_Aim of the exercise_: Your reply should repeat all records verbatim and contain no images.

_Stored records_:
--------------------
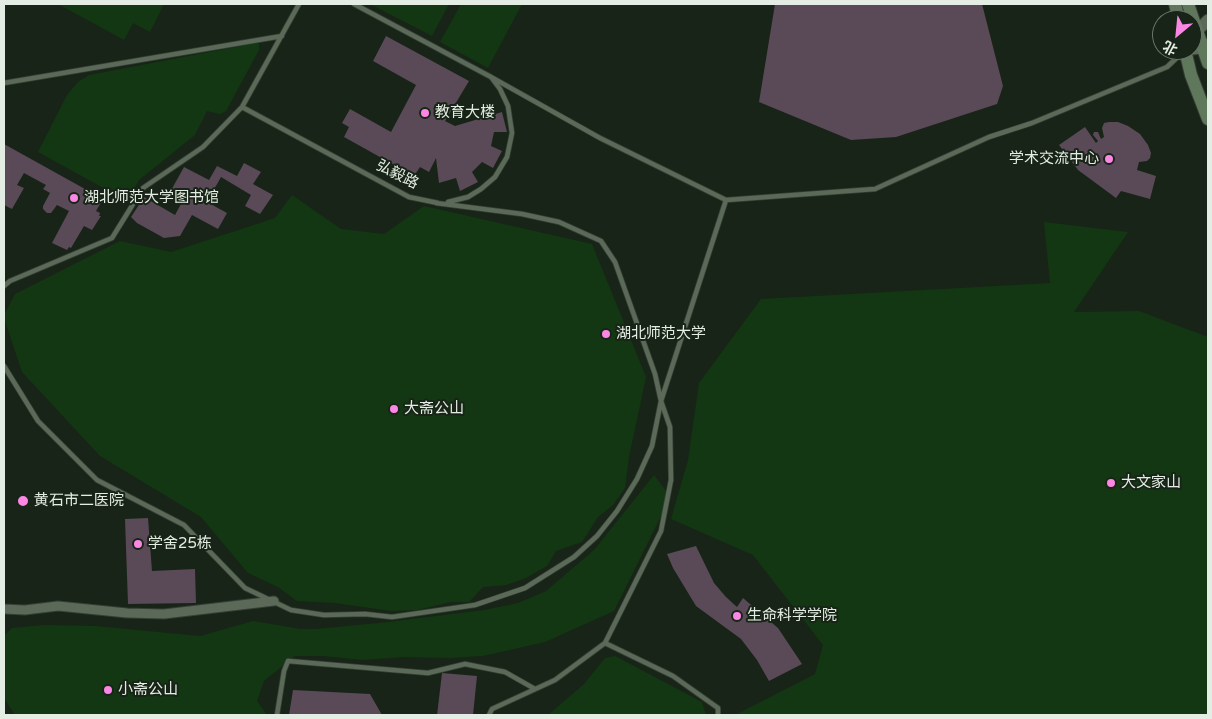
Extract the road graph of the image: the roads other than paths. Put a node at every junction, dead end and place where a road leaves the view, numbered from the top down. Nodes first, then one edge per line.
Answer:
1 (299, 4) edge
2 (354, 4) edge
3 (282, 36) junction
4 (1202, 49) edge
5 (1174, 60) edge
6 (1187, 60) edge
7 (1208, 63) edge
8 (491, 77) junction
9 (4, 83) edge
10 (242, 107) junction
11 (1208, 119) edge
12 (726, 200) junction
13 (436, 203) junction
14 (4, 286) edge
15 (4, 366) edge
16 (661, 401) junction
17 (274, 601) junction
18 (4, 609) edge
19 (604, 643) junction
20 (536, 689) junction
21 (277, 715) edge
22 (490, 715) edge
23 (718, 715) edge

1 - 3 lane
2 - 8 lane, 弘毅路
3 - 9 lane
3 - 10 lane
4 - 7 main road
5 - 12 lane
6 - 11 main road
8 - 12 lane
8 - 13 lane, 弘毅路
10 - 13 lane, 弘毅路
10 - 14 lane
12 - 16 lane
13 - 16 lane
15 - 17 lane
16 - 17 lane
16 - 19 lane
17 - 18 street
19 - 20 lane
19 - 23 lane
20 - 21 lane
20 - 22 lane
--------------------
_Response below_:
Extract the road graph of the image: the roads other than paths. Put a node at every junction, dead end and place where a road leaves the view, numbered from the top down. Nodes first, then one edge per line.
Answer:
1 (299, 4) edge
2 (354, 4) edge
3 (282, 36) junction
4 (1202, 49) edge
5 (1174, 60) edge
6 (1187, 60) edge
7 (1208, 63) edge
8 (491, 77) junction
9 (4, 83) edge
10 (242, 107) junction
11 (1208, 119) edge
12 (726, 200) junction
13 (436, 203) junction
14 (4, 286) edge
15 (4, 366) edge
16 (661, 401) junction
17 (274, 601) junction
18 (4, 609) edge
19 (604, 643) junction
20 (536, 689) junction
21 (277, 715) edge
22 (490, 715) edge
23 (718, 715) edge

1 - 3 lane
2 - 8 lane, 弘毅路
3 - 9 lane
3 - 10 lane
4 - 7 main road
5 - 12 lane
6 - 11 main road
8 - 12 lane
8 - 13 lane, 弘毅路
10 - 13 lane, 弘毅路
10 - 14 lane
12 - 16 lane
13 - 16 lane
15 - 17 lane
16 - 17 lane
16 - 19 lane
17 - 18 street
19 - 20 lane
19 - 23 lane
20 - 21 lane
20 - 22 lane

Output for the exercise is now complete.